Extracted data: Begin
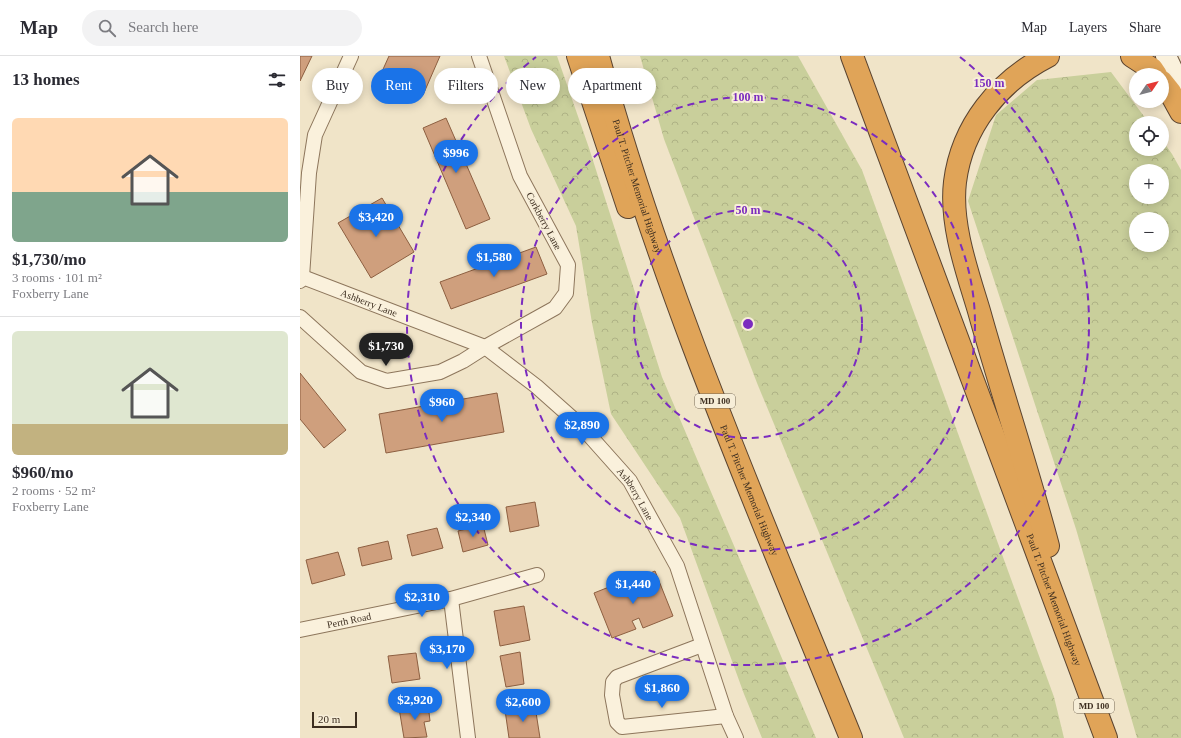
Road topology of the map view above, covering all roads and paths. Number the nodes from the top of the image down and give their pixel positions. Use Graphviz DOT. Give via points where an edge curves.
graph roads {
  1 [pos="351,56"];
  2 [pos="479,56"];
  3 [pos="578,56"];
  4 [pos="598,56"];
  5 [pos="852,56"];
  6 [pos="1132,56"];
  7 [pos="1166,56"];
  8 [pos="1047,57"];
  9 [pos="1150,68"];
  10 [pos="1181,88"];
  11 [pos="1169,91"];
  12 [pos="1181,112"];
  13 [pos="301,278"];
  14 [pos="300,317"];
  15 [pos="485,347"];
  16 [pos="717,407"];
  17 [pos="537,576"];
  18 [pos="451,599"];
  19 [pos="300,630"];
  20 [pos="702,645"];
  21 [pos="1083,674"];
  22 [pos="726,716"];
  23 [pos="468,738"];
  24 [pos="736,738"];
  25 [pos="851,738"];
  26 [pos="1106,738"];
  1 -- 13 [label="street" via="315,135 309,173"];
  2 -- 15 [label="street, Corkberry Lane" via="520,176 568,266 566,293 554,308"];
  3 -- 16 [label="highway" via="642,247"];
  4 -- 16 [label="highway, Paul T. Pitcher Memorial Highway / MD 100" via="654,240"];
  5 -- 21 [label="highway, Paul T. Pitcher Memorial Highway / MD 100"];
  6 -- 9 [label="highway"];
  7 -- 10 [label="main road"];
  8 -- 21 [label="highway" via="1012,80 991,99 973,126 962,152 955,182 955,210 961,248 1038,506"];
  11 -- 12 [label="highway"];
  13 -- 15 [label="street, Ashberry Lane"];
  14 -- 15 [label="street, Corkberry Lane" via="361,372 387,381 440,372"];
  15 -- 20 [label="street, Ashberry Lane" via="536,386 581,426 630,481 677,566"];
  16 -- 25 [label="highway, Paul T. Pitcher Memorial Highway / MD 100"];
  17 -- 18 [label="street, Perth Road"];
  18 -- 19 [label="street, Perth Road"];
  18 -- 23 [label="street"];
  20 -- 22 [label="street, Ashberry Lane"];
  20 -- 22 [label="street" via="617,677 613,682 612,695 617,722 622,727"];
  21 -- 26 [label="highway, Paul T. Pitcher Memorial Highway / MD 100"];
  22 -- 24 [label="street, Ashberry Lane"];
}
Extracted data: End
Return each line above word for word. Skip the pictures.

Road topology of the map view above, covering all roads and paths. Number the nodes from the top of the image down and give their pixel positions. Use Graphviz DOT. Give via points where an edge curves.
graph roads {
  1 [pos="351,56"];
  2 [pos="479,56"];
  3 [pos="578,56"];
  4 [pos="598,56"];
  5 [pos="852,56"];
  6 [pos="1132,56"];
  7 [pos="1166,56"];
  8 [pos="1047,57"];
  9 [pos="1150,68"];
  10 [pos="1181,88"];
  11 [pos="1169,91"];
  12 [pos="1181,112"];
  13 [pos="301,278"];
  14 [pos="300,317"];
  15 [pos="485,347"];
  16 [pos="717,407"];
  17 [pos="537,576"];
  18 [pos="451,599"];
  19 [pos="300,630"];
  20 [pos="702,645"];
  21 [pos="1083,674"];
  22 [pos="726,716"];
  23 [pos="468,738"];
  24 [pos="736,738"];
  25 [pos="851,738"];
  26 [pos="1106,738"];
  1 -- 13 [label="street" via="315,135 309,173"];
  2 -- 15 [label="street, Corkberry Lane" via="520,176 568,266 566,293 554,308"];
  3 -- 16 [label="highway" via="642,247"];
  4 -- 16 [label="highway, Paul T. Pitcher Memorial Highway / MD 100" via="654,240"];
  5 -- 21 [label="highway, Paul T. Pitcher Memorial Highway / MD 100"];
  6 -- 9 [label="highway"];
  7 -- 10 [label="main road"];
  8 -- 21 [label="highway" via="1012,80 991,99 973,126 962,152 955,182 955,210 961,248 1038,506"];
  11 -- 12 [label="highway"];
  13 -- 15 [label="street, Ashberry Lane"];
  14 -- 15 [label="street, Corkberry Lane" via="361,372 387,381 440,372"];
  15 -- 20 [label="street, Ashberry Lane" via="536,386 581,426 630,481 677,566"];
  16 -- 25 [label="highway, Paul T. Pitcher Memorial Highway / MD 100"];
  17 -- 18 [label="street, Perth Road"];
  18 -- 19 [label="street, Perth Road"];
  18 -- 23 [label="street"];
  20 -- 22 [label="street, Ashberry Lane"];
  20 -- 22 [label="street" via="617,677 613,682 612,695 617,722 622,727"];
  21 -- 26 [label="highway, Paul T. Pitcher Memorial Highway / MD 100"];
  22 -- 24 [label="street, Ashberry Lane"];
}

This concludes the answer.